- [Work item]:
Print the entries exactly; skip the pictures.

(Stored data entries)
_ _ _ _
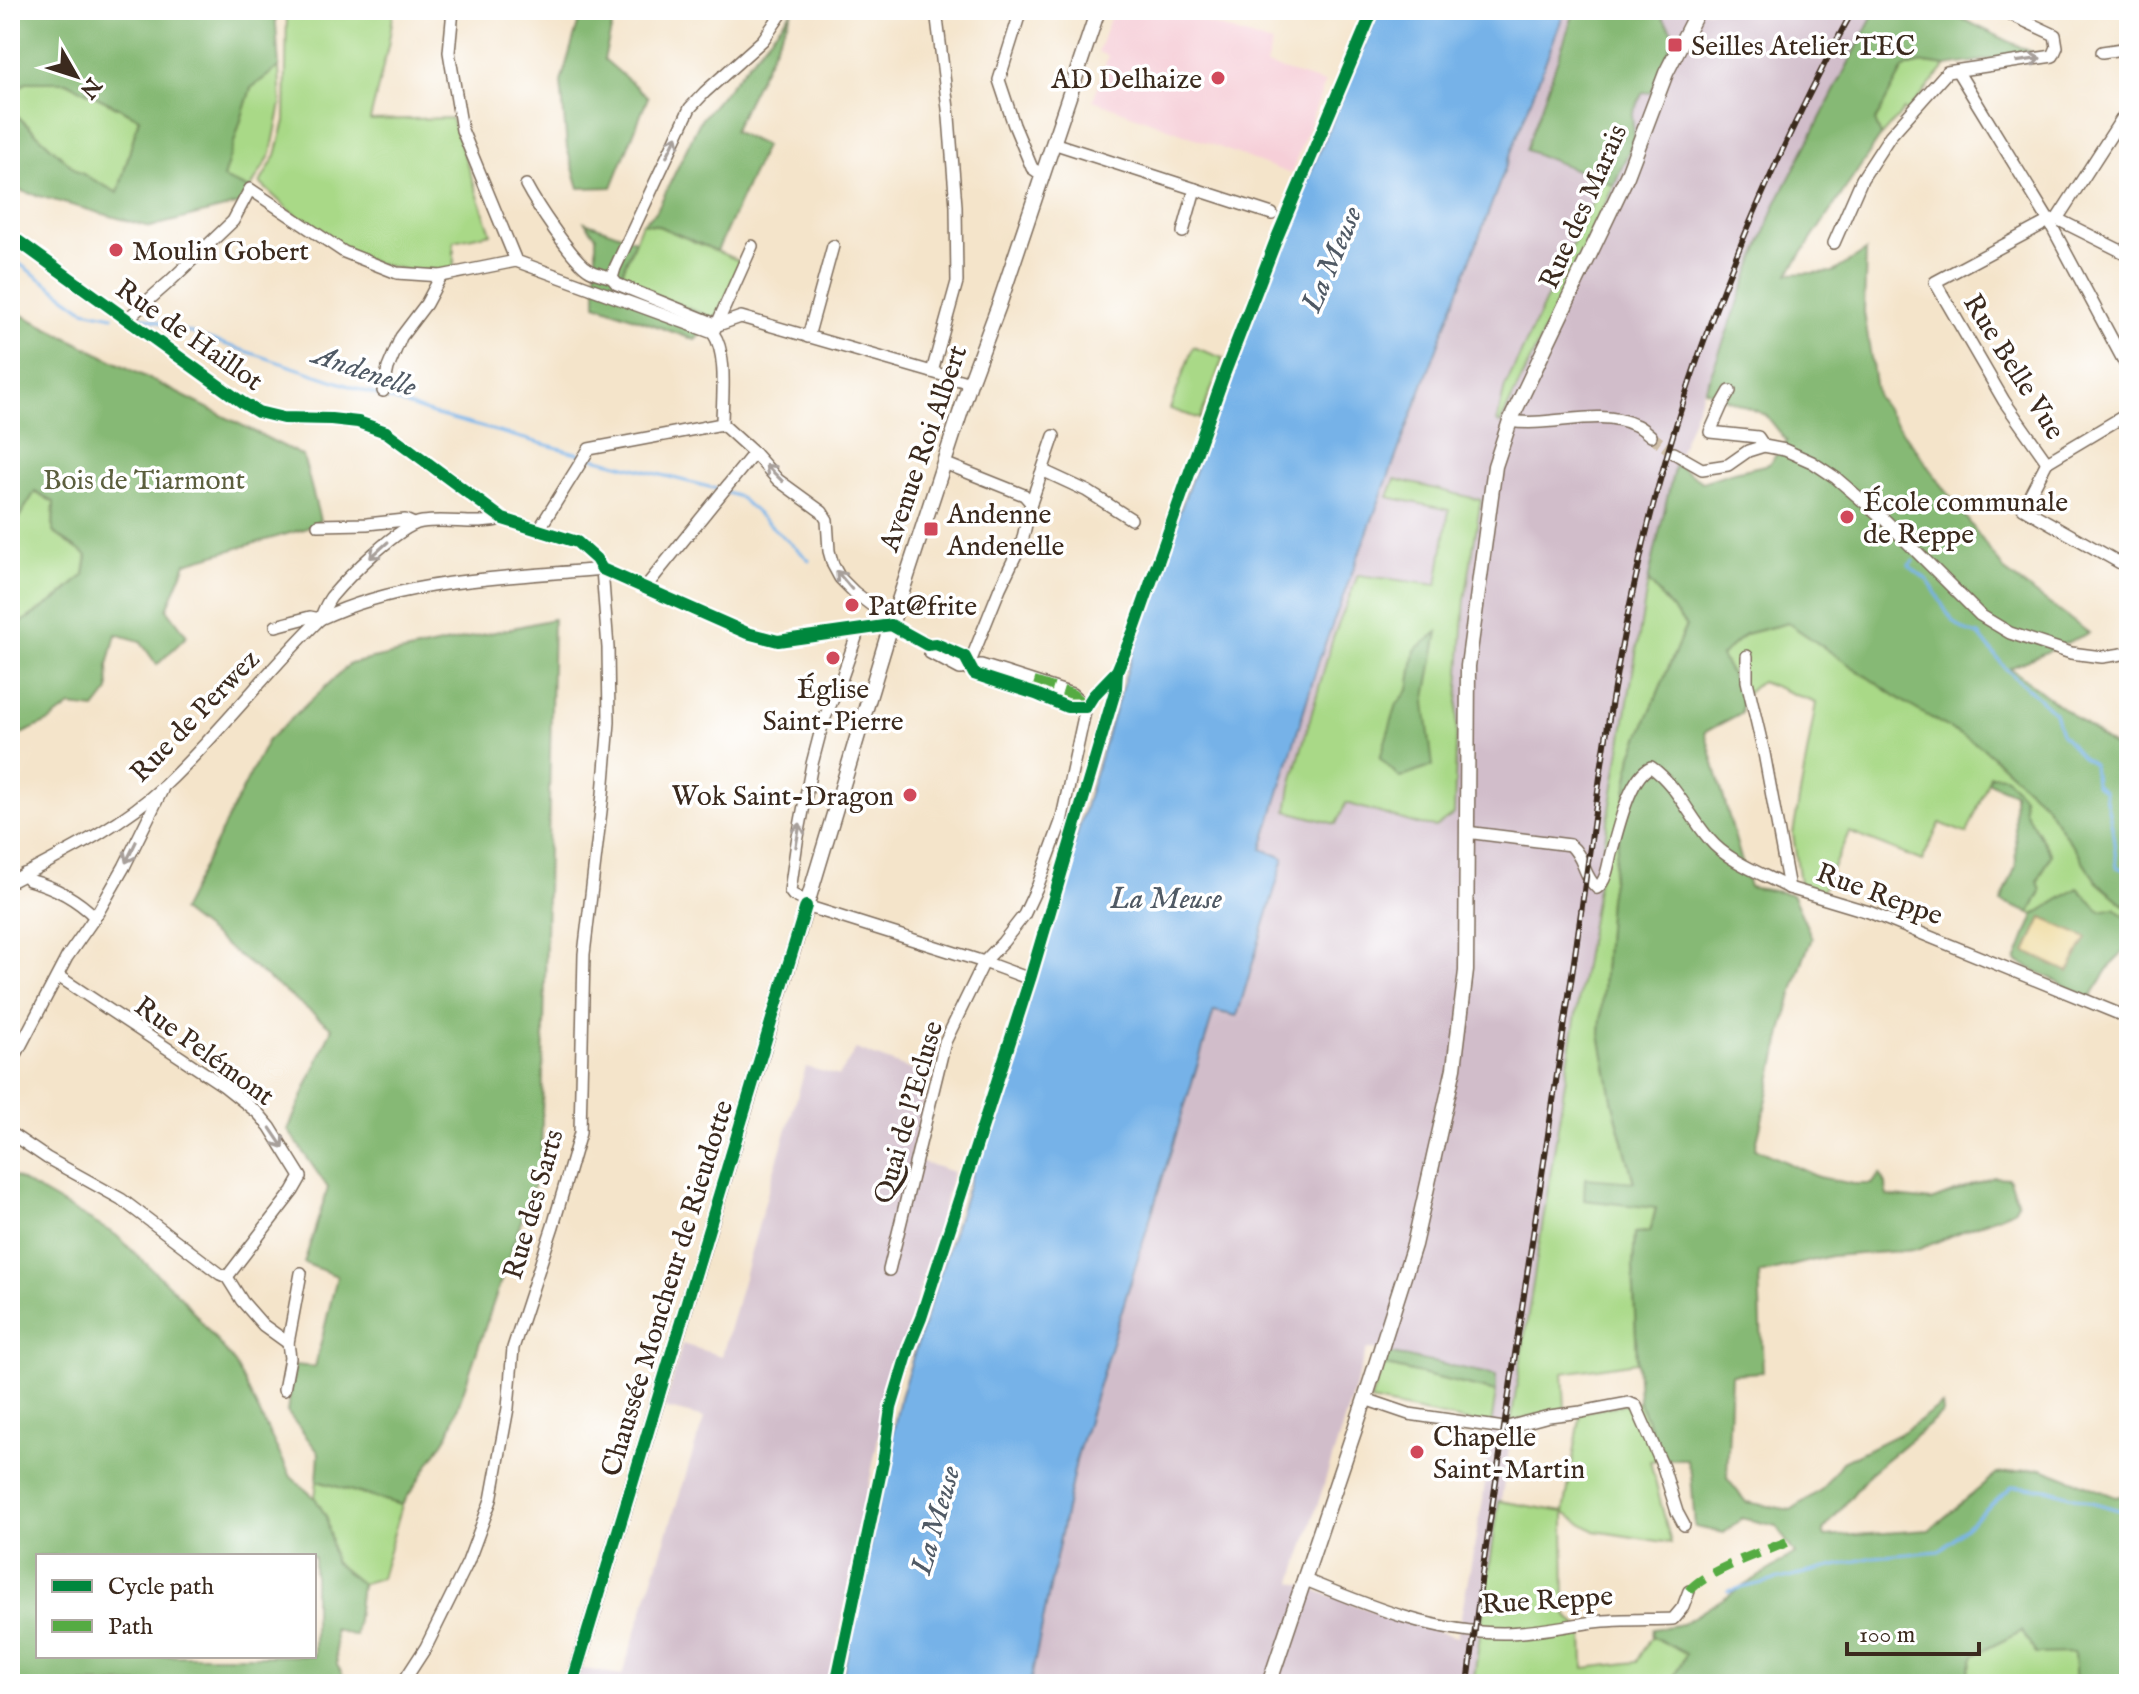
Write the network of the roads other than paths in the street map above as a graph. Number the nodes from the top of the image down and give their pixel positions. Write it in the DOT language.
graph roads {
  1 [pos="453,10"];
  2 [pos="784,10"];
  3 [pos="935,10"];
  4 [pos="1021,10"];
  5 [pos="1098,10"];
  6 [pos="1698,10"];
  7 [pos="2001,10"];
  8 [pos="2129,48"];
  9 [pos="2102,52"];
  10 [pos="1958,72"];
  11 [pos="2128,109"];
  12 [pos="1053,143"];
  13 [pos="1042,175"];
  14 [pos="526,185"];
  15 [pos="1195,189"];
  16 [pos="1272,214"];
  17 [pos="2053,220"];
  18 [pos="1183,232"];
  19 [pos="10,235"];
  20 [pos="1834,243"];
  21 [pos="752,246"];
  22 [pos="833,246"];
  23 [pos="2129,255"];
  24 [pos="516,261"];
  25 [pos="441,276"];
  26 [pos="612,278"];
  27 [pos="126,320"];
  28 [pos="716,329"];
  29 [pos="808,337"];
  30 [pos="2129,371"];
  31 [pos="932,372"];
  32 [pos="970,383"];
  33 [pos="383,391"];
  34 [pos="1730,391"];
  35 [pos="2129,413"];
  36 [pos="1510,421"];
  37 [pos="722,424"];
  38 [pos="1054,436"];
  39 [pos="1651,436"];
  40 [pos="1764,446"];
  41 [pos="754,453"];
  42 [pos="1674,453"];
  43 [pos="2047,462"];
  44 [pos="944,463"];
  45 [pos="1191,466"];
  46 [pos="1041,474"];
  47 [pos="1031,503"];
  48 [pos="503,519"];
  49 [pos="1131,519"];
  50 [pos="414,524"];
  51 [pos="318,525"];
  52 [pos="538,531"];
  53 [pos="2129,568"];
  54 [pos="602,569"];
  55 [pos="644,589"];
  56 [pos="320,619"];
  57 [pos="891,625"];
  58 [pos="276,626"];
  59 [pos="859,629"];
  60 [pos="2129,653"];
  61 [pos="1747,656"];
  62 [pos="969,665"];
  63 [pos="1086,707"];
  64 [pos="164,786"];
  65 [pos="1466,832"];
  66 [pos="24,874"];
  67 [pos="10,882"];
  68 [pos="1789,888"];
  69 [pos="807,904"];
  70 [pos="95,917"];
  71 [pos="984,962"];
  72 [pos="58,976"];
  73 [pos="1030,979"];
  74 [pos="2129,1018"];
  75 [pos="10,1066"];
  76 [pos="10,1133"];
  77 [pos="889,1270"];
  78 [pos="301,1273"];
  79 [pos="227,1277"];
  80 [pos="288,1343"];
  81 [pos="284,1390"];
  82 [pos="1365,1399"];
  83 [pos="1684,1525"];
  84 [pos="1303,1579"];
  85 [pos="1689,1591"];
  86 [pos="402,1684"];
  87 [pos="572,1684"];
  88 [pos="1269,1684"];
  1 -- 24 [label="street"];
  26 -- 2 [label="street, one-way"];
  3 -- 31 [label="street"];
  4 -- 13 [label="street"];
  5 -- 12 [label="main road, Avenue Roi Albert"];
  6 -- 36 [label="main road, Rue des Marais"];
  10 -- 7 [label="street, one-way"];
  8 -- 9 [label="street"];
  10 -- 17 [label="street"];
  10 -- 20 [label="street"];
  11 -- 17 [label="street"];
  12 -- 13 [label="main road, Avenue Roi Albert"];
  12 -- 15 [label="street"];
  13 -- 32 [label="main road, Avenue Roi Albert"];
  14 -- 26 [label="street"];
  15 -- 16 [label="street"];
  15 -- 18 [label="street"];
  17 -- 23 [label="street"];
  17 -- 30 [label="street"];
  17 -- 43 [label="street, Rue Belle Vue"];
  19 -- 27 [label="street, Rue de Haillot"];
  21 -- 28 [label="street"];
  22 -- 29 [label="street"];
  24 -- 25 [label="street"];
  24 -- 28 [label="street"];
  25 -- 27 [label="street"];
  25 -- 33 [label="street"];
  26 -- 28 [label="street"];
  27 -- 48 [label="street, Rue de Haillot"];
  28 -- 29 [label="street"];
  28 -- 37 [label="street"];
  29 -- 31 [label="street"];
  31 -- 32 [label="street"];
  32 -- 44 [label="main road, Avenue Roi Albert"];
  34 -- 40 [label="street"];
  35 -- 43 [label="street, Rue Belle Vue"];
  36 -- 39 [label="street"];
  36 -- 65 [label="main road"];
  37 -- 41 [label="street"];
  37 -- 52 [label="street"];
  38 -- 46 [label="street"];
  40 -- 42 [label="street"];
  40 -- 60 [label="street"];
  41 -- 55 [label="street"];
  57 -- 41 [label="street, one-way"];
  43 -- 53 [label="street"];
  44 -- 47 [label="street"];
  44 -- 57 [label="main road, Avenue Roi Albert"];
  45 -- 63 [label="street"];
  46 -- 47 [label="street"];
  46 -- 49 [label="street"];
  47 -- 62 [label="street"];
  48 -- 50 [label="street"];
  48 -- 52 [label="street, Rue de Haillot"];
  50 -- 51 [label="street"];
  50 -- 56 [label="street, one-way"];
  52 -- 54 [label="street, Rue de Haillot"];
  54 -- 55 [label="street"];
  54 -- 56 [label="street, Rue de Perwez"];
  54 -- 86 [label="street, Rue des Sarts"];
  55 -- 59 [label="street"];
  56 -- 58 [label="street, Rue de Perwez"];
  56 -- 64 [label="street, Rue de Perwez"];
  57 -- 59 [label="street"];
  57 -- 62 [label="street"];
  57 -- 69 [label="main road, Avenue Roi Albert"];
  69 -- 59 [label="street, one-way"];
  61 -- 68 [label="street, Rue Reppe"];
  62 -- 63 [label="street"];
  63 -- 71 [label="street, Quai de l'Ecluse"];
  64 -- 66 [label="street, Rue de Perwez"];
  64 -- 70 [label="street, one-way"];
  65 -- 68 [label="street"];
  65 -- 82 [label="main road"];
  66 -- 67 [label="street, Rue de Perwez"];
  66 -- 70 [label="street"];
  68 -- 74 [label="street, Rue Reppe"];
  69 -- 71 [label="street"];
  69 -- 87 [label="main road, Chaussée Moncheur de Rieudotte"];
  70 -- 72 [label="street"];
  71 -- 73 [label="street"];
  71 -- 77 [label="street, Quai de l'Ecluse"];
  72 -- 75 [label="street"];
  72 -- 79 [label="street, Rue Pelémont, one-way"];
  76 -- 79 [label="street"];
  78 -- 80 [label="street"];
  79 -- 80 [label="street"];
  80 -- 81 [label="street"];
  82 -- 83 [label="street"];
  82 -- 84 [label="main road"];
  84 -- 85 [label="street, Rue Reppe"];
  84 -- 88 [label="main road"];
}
_ _ _ _
- [Answer to the exercise]:
Write the network of the roads other than paths in the street map above as a graph. Number the nodes from the top of the image down and give their pixel positions. Write it in the DOT language.
graph roads {
  1 [pos="453,10"];
  2 [pos="784,10"];
  3 [pos="935,10"];
  4 [pos="1021,10"];
  5 [pos="1098,10"];
  6 [pos="1698,10"];
  7 [pos="2001,10"];
  8 [pos="2129,48"];
  9 [pos="2102,52"];
  10 [pos="1958,72"];
  11 [pos="2128,109"];
  12 [pos="1053,143"];
  13 [pos="1042,175"];
  14 [pos="526,185"];
  15 [pos="1195,189"];
  16 [pos="1272,214"];
  17 [pos="2053,220"];
  18 [pos="1183,232"];
  19 [pos="10,235"];
  20 [pos="1834,243"];
  21 [pos="752,246"];
  22 [pos="833,246"];
  23 [pos="2129,255"];
  24 [pos="516,261"];
  25 [pos="441,276"];
  26 [pos="612,278"];
  27 [pos="126,320"];
  28 [pos="716,329"];
  29 [pos="808,337"];
  30 [pos="2129,371"];
  31 [pos="932,372"];
  32 [pos="970,383"];
  33 [pos="383,391"];
  34 [pos="1730,391"];
  35 [pos="2129,413"];
  36 [pos="1510,421"];
  37 [pos="722,424"];
  38 [pos="1054,436"];
  39 [pos="1651,436"];
  40 [pos="1764,446"];
  41 [pos="754,453"];
  42 [pos="1674,453"];
  43 [pos="2047,462"];
  44 [pos="944,463"];
  45 [pos="1191,466"];
  46 [pos="1041,474"];
  47 [pos="1031,503"];
  48 [pos="503,519"];
  49 [pos="1131,519"];
  50 [pos="414,524"];
  51 [pos="318,525"];
  52 [pos="538,531"];
  53 [pos="2129,568"];
  54 [pos="602,569"];
  55 [pos="644,589"];
  56 [pos="320,619"];
  57 [pos="891,625"];
  58 [pos="276,626"];
  59 [pos="859,629"];
  60 [pos="2129,653"];
  61 [pos="1747,656"];
  62 [pos="969,665"];
  63 [pos="1086,707"];
  64 [pos="164,786"];
  65 [pos="1466,832"];
  66 [pos="24,874"];
  67 [pos="10,882"];
  68 [pos="1789,888"];
  69 [pos="807,904"];
  70 [pos="95,917"];
  71 [pos="984,962"];
  72 [pos="58,976"];
  73 [pos="1030,979"];
  74 [pos="2129,1018"];
  75 [pos="10,1066"];
  76 [pos="10,1133"];
  77 [pos="889,1270"];
  78 [pos="301,1273"];
  79 [pos="227,1277"];
  80 [pos="288,1343"];
  81 [pos="284,1390"];
  82 [pos="1365,1399"];
  83 [pos="1684,1525"];
  84 [pos="1303,1579"];
  85 [pos="1689,1591"];
  86 [pos="402,1684"];
  87 [pos="572,1684"];
  88 [pos="1269,1684"];
  1 -- 24 [label="street"];
  26 -- 2 [label="street, one-way"];
  3 -- 31 [label="street"];
  4 -- 13 [label="street"];
  5 -- 12 [label="main road, Avenue Roi Albert"];
  6 -- 36 [label="main road, Rue des Marais"];
  10 -- 7 [label="street, one-way"];
  8 -- 9 [label="street"];
  10 -- 17 [label="street"];
  10 -- 20 [label="street"];
  11 -- 17 [label="street"];
  12 -- 13 [label="main road, Avenue Roi Albert"];
  12 -- 15 [label="street"];
  13 -- 32 [label="main road, Avenue Roi Albert"];
  14 -- 26 [label="street"];
  15 -- 16 [label="street"];
  15 -- 18 [label="street"];
  17 -- 23 [label="street"];
  17 -- 30 [label="street"];
  17 -- 43 [label="street, Rue Belle Vue"];
  19 -- 27 [label="street, Rue de Haillot"];
  21 -- 28 [label="street"];
  22 -- 29 [label="street"];
  24 -- 25 [label="street"];
  24 -- 28 [label="street"];
  25 -- 27 [label="street"];
  25 -- 33 [label="street"];
  26 -- 28 [label="street"];
  27 -- 48 [label="street, Rue de Haillot"];
  28 -- 29 [label="street"];
  28 -- 37 [label="street"];
  29 -- 31 [label="street"];
  31 -- 32 [label="street"];
  32 -- 44 [label="main road, Avenue Roi Albert"];
  34 -- 40 [label="street"];
  35 -- 43 [label="street, Rue Belle Vue"];
  36 -- 39 [label="street"];
  36 -- 65 [label="main road"];
  37 -- 41 [label="street"];
  37 -- 52 [label="street"];
  38 -- 46 [label="street"];
  40 -- 42 [label="street"];
  40 -- 60 [label="street"];
  41 -- 55 [label="street"];
  57 -- 41 [label="street, one-way"];
  43 -- 53 [label="street"];
  44 -- 47 [label="street"];
  44 -- 57 [label="main road, Avenue Roi Albert"];
  45 -- 63 [label="street"];
  46 -- 47 [label="street"];
  46 -- 49 [label="street"];
  47 -- 62 [label="street"];
  48 -- 50 [label="street"];
  48 -- 52 [label="street, Rue de Haillot"];
  50 -- 51 [label="street"];
  50 -- 56 [label="street, one-way"];
  52 -- 54 [label="street, Rue de Haillot"];
  54 -- 55 [label="street"];
  54 -- 56 [label="street, Rue de Perwez"];
  54 -- 86 [label="street, Rue des Sarts"];
  55 -- 59 [label="street"];
  56 -- 58 [label="street, Rue de Perwez"];
  56 -- 64 [label="street, Rue de Perwez"];
  57 -- 59 [label="street"];
  57 -- 62 [label="street"];
  57 -- 69 [label="main road, Avenue Roi Albert"];
  69 -- 59 [label="street, one-way"];
  61 -- 68 [label="street, Rue Reppe"];
  62 -- 63 [label="street"];
  63 -- 71 [label="street, Quai de l'Ecluse"];
  64 -- 66 [label="street, Rue de Perwez"];
  64 -- 70 [label="street, one-way"];
  65 -- 68 [label="street"];
  65 -- 82 [label="main road"];
  66 -- 67 [label="street, Rue de Perwez"];
  66 -- 70 [label="street"];
  68 -- 74 [label="street, Rue Reppe"];
  69 -- 71 [label="street"];
  69 -- 87 [label="main road, Chaussée Moncheur de Rieudotte"];
  70 -- 72 [label="street"];
  71 -- 73 [label="street"];
  71 -- 77 [label="street, Quai de l'Ecluse"];
  72 -- 75 [label="street"];
  72 -- 79 [label="street, Rue Pelémont, one-way"];
  76 -- 79 [label="street"];
  78 -- 80 [label="street"];
  79 -- 80 [label="street"];
  80 -- 81 [label="street"];
  82 -- 83 [label="street"];
  82 -- 84 [label="main road"];
  84 -- 85 [label="street, Rue Reppe"];
  84 -- 88 [label="main road"];
}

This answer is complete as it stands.